The best way to implement a retro console is by configuring interconnects on modern-day Field Programmable Gate Arrays (FPGAs). Unlike CPUs, FPGAs are specialized chips that use programmable logic blocks that can be altered as and when needed to simulate both the CPU and the hardware input/output of the older chips used originally in these consoles. The FPGA can also be reconfigured easily and fast in multiple ways, which lets you load many different console architectures on a single chip or reprogram the inputs and outputs to support different types of controllers and displays. FPGAs also feature a very powerful concept called parallelism, which accelerates its performance tremendously and beats software-based emulation hands-down.

Developers of retro hardware reproduce the behavior of old consoles in modern hardware description language (HDL) like Verilog or VHDL, which is then used to program the FPGA-sandbox to mimic the same experience. Clearly, FPGA-based recreation of retro computers and gaming consoles is not for everyone because it requires an intimate knowledge of the FPGA architecture, access to tools, programming languages, and hardware.  Fortunately, there are niche OEMs, such as the MEGA65 team, who specialize in the development of retro-computers using Xilinx-based FPGAs, online communities and open source projects.

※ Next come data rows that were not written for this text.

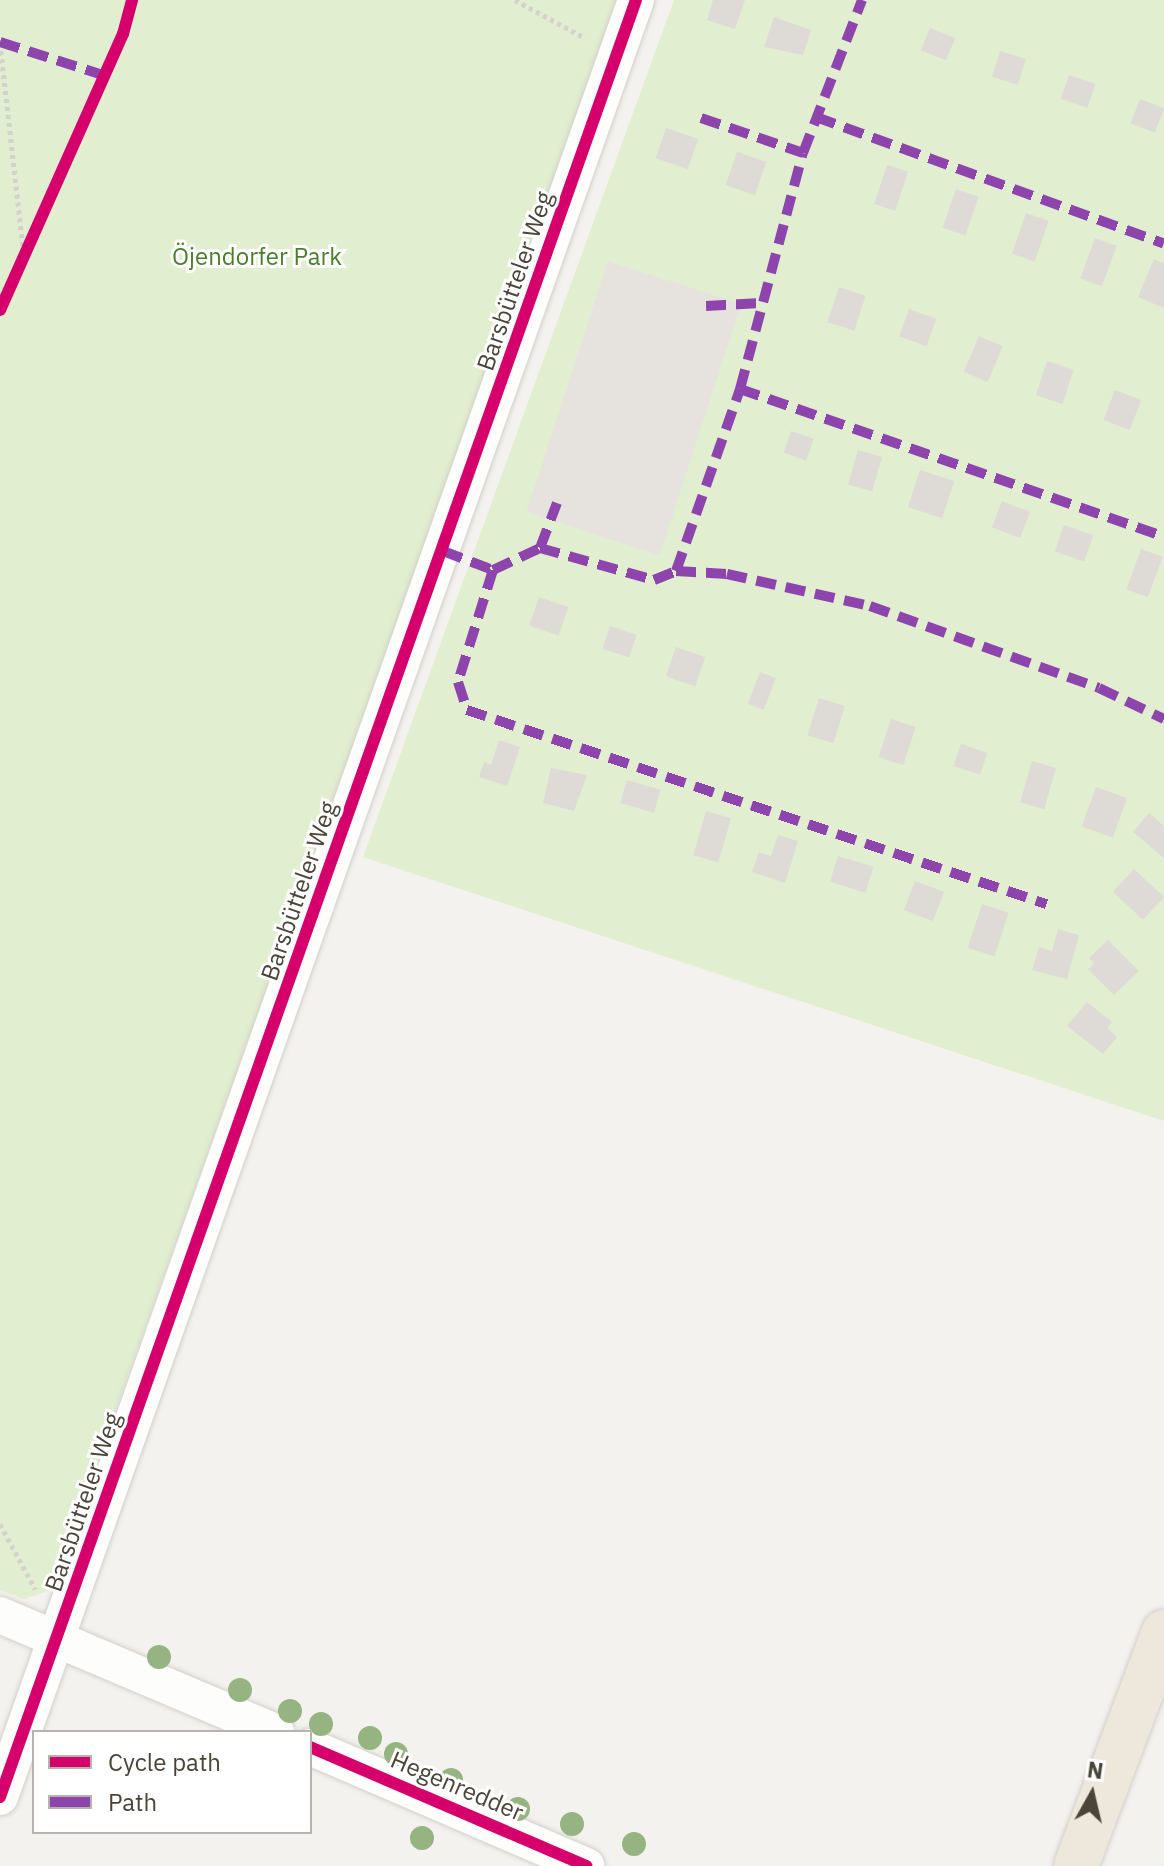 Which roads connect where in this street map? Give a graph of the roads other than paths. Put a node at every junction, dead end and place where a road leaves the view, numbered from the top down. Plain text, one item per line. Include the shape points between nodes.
1 (636, 0) edge
2 (0, 1615) edge
3 (1164, 1632) edge
4 (58, 1637) junction
5 (271, 1730) edge
6 (312, 1748) edge
7 (0, 1797) edge
8 (586, 1866) edge
9 (1076, 1866) edge

1 - 4 street, Barsbütteler Weg
2 - 4 street
3 - 9 highway
4 - 5 street
4 - 7 street, Barsbütteler Weg
6 - 8 street, Hegenredder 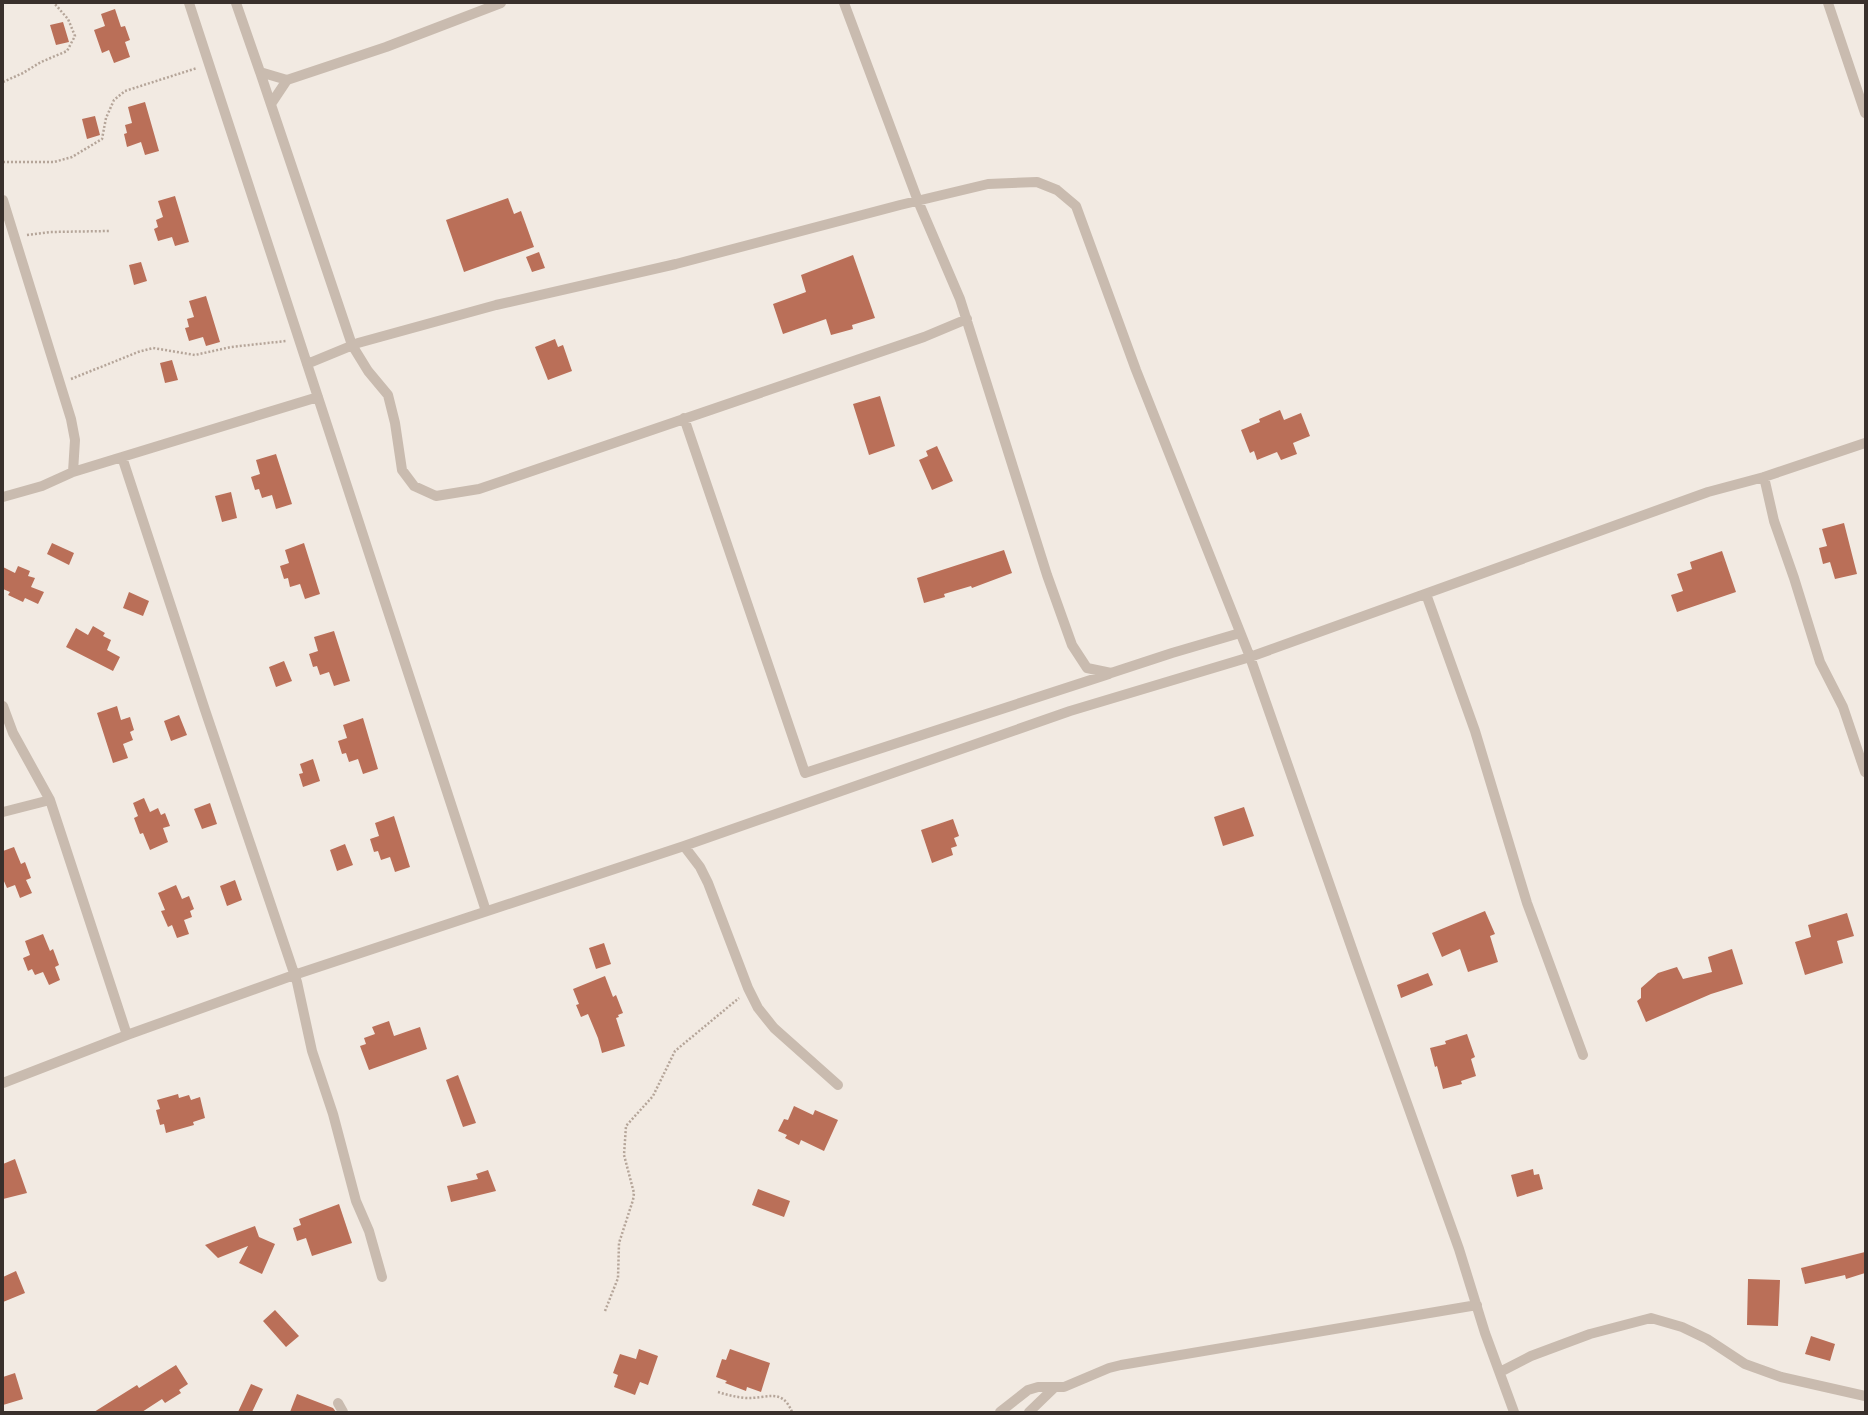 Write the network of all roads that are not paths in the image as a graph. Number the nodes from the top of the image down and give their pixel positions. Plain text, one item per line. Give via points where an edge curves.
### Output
1 (189, 3) edge
2 (236, 3) edge
3 (501, 3) edge
4 (844, 3) edge
5 (1828, 3) edge
6 (260, 72) junction
7 (286, 80) junction
8 (271, 104) junction
9 (1865, 113) edge
10 (3, 200) edge
11 (918, 200) junction
12 (967, 318) junction
13 (352, 345) junction
14 (307, 364) junction
15 (318, 397) junction
16 (684, 418) junction
17 (1865, 443) edge
18 (122, 457) junction
19 (73, 472) junction
20 (1764, 477) junction
21 (3, 497) edge
22 (1426, 594) junction
23 (1240, 633) junction
24 (1250, 657) junction
25 (1111, 673) junction
26 (3, 706) edge
27 (1865, 772) edge
28 (50, 800) junction
29 (3, 812) edge
30 (684, 846) junction
31 (486, 911) junction
32 (294, 975) junction
33 (127, 1035) junction
34 (1583, 1055) dead end
35 (3, 1084) edge
36 (838, 1085) dead end
37 (382, 1277) dead end
38 (1477, 1305) junction
39 (1500, 1372) junction
40 (1055, 1387) junction
41 (1865, 1396) edge
42 (1000, 1412) edge
43 (1030, 1412) edge
44 (1514, 1412) edge

1 - 14 street
2 - 6 street
3 - 7 street via 386,47
4 - 11 street
5 - 9 street
6 - 7 street
6 - 8 street
7 - 8 street
8 - 13 street
10 - 19 street via 75,440
11 - 12 street
11 - 13 street via 676,264 496,305
11 - 23 street via 988,184 1037,182 1057,190 1076,206 1136,370
12 - 16 street via 924,338
12 - 25 street via 1047,575 1072,645 1087,668
13 - 14 street
13 - 16 street via 388,396 396,423 402,470 414,486 436,496 479,489
14 - 15 street
15 - 18 street
15 - 31 street
16 - 25 street via 805,773
17 - 20 street
18 - 19 street
18 - 32 street
19 - 21 street via 42,486
20 - 22 street via 1708,492
20 - 27 street via 1774,521 1820,662 1843,707
22 - 24 street
22 - 34 street via 1475,731 1527,902
23 - 24 street
23 - 25 street
24 - 30 street via 1070,711
24 - 38 street
26 - 28 street via 13,733
28 - 29 street
28 - 33 street
30 - 31 street
30 - 36 street via 708,882 758,1008 774,1028
31 - 32 street
32 - 33 street
32 - 37 street via 312,1051 348,1165 351,1185 369,1231
33 - 35 street
38 - 39 street
38 - 40 street via 1121,1365 1075,1383
39 - 41 street via 1531,1356 1590,1334 1651,1318 1682,1326 1745,1364 1781,1377
39 - 44 street
40 - 42 street via 1028,1390
40 - 43 street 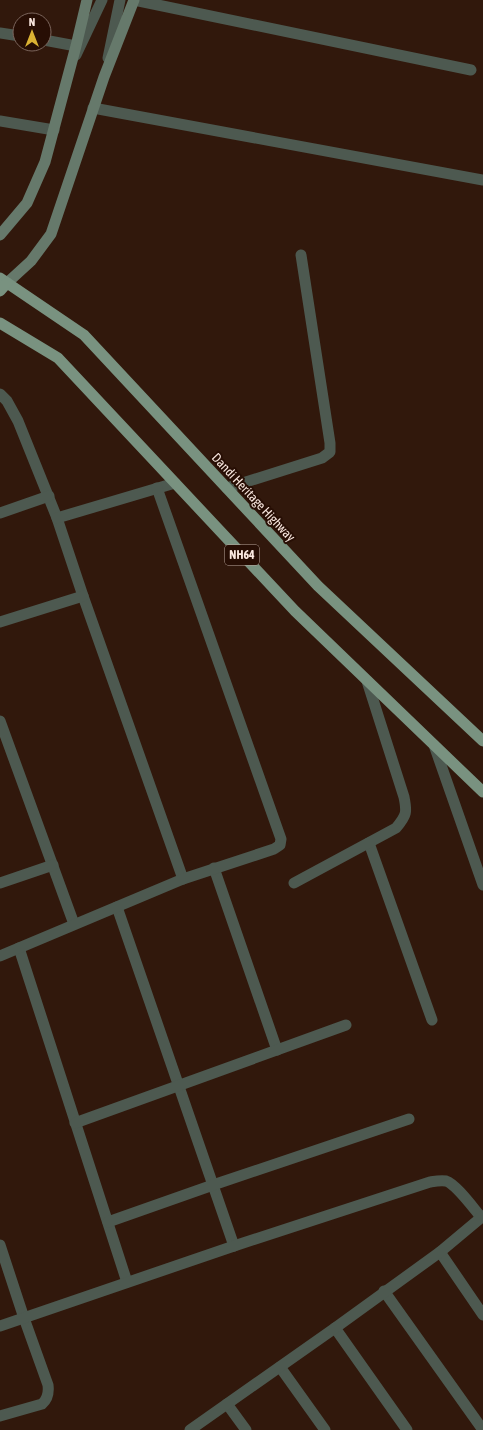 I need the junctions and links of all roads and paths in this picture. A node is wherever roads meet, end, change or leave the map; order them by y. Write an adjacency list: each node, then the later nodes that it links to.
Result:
1 (87, 0): 8 (main road)
2 (102, 0): 9 (street)
3 (120, 0): 11 (street)
4 (134, 0): 10 (street); 11 (main road)
5 (0, 32): 6 (street)
6 (12, 34)
7 (52, 42): 8 (street)
8 (76, 46): 9 (main road)
9 (70, 69): 14 (main road)
10 (471, 70)
11 (104, 77): 12 (main road)
12 (93, 108): 15 (street); 18 (main road)
13 (0, 121): 14 (street)
14 (54, 130): 16 (main road)
15 (483, 180)
16 (0, 235)
17 (301, 255): 23 (street)
18 (2, 284): 23 (main road, Dandi Heritage Highway / NH64)
19 (0, 322): 21 (main road, NH64)
20 (0, 394): 24 (street)
21 (175, 483): 22 (street); 29 (main road, NH64)
22 (157, 488): 26 (street); 37 (street)
23 (227, 488): 31 (main road, Dandi Heritage Highway / NH64)
24 (48, 496): 25 (street); 26 (street)
25 (0, 513)
26 (57, 518): 27 (street)
27 (82, 596): 28 (street); 38 (street)
28 (0, 622)
29 (367, 681): 32 (main road, NH64); 35 (street)
30 (0, 721): 33 (street)
31 (483, 741)
32 (434, 745): 34 (main road, NH64); 41 (street)
33 (4, 746): 36 (street)
34 (483, 792)
35 (369, 843): 40 (street); 46 (street)
36 (53, 866): 39 (street); 43 (street)
37 (214, 868): 38 (street); 48 (street)
38 (183, 879): 42 (street)
39 (0, 883)
40 (294, 883)
41 (483, 885)
42 (117, 908): 43 (street); 49 (street)
43 (74, 924): 44 (street)
44 (19, 948): 45 (street); 51 (street)
45 (0, 956)
46 (432, 1020)
47 (346, 1025): 48 (street)
48 (277, 1050): 49 (street)
49 (178, 1085): 51 (street); 52 (street)
50 (409, 1119): 52 (street)
51 (76, 1123): 54 (street)
52 (213, 1185): 54 (street); 56 (street)
53 (482, 1216): 56 (street); 57 (street)
54 (108, 1222): 58 (street)
55 (0, 1245): 61 (street)
56 (234, 1246): 58 (street)
57 (440, 1252): 59 (street); 60 (street)
58 (127, 1282): 61 (street)
59 (384, 1291): 63 (street); 71 (street)
60 (483, 1315)
61 (24, 1318): 62 (street); 66 (street)
62 (0, 1326)
63 (335, 1328): 64 (street); 70 (street)
64 (280, 1367): 65 (street); 69 (street)
65 (227, 1404): 67 (street); 68 (street)
66 (0, 1416)
67 (190, 1430)
68 (246, 1430)
69 (326, 1430)
70 (407, 1430)
71 (483, 1430) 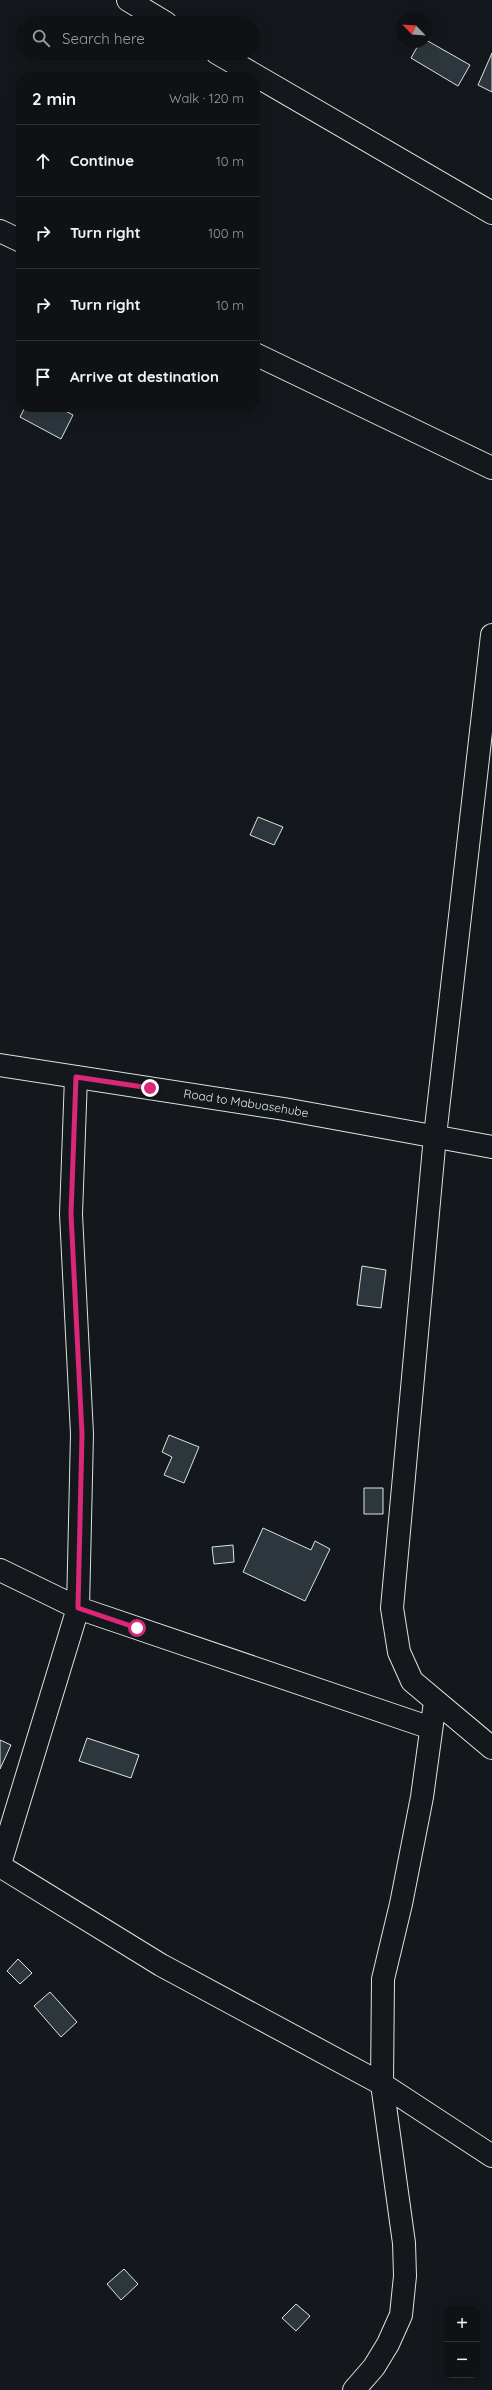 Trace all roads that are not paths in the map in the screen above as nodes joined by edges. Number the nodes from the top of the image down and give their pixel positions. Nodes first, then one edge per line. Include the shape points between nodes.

Using Artix®-7 FPGAs in the MEGA65 was a logical decision because of the high performance at relatively low cost, according to Dr Paul Gardner-Stephen from the MEGA65 project. “While it might have been possible to create the MEGA65 using earlier generations of FPGAs, the power and capacity of the Artix-7 FPGAs made it much faster and easier for us to design around – which was really important for a project that was being done in our limited spare time for fun. The availability of mature development boards and the Vivado ML tool also helped to make the process faster and easier than it would have been, if we had to start from scratch.”

MEGA65_Product_Pic

<Fig 1. MEGA65 https://mega65.org is a project by MEGA Museum of Electronic Games & Art e.V. https://www.m-e-g-a.org. MEGA is a non-profit organization dedicated to the preservation of our digital heritage.>

Ultimately, what defines a core gaming experience is not just the hardware but the actual gaming titles. While FPGA-based realization is instrumental in recreating the original hardware, the key differentiation in retro-gaming consoles are the immense possibilities of adding newer and more modern features to those original game titles, whilst preserving an authentic retro gaming experience.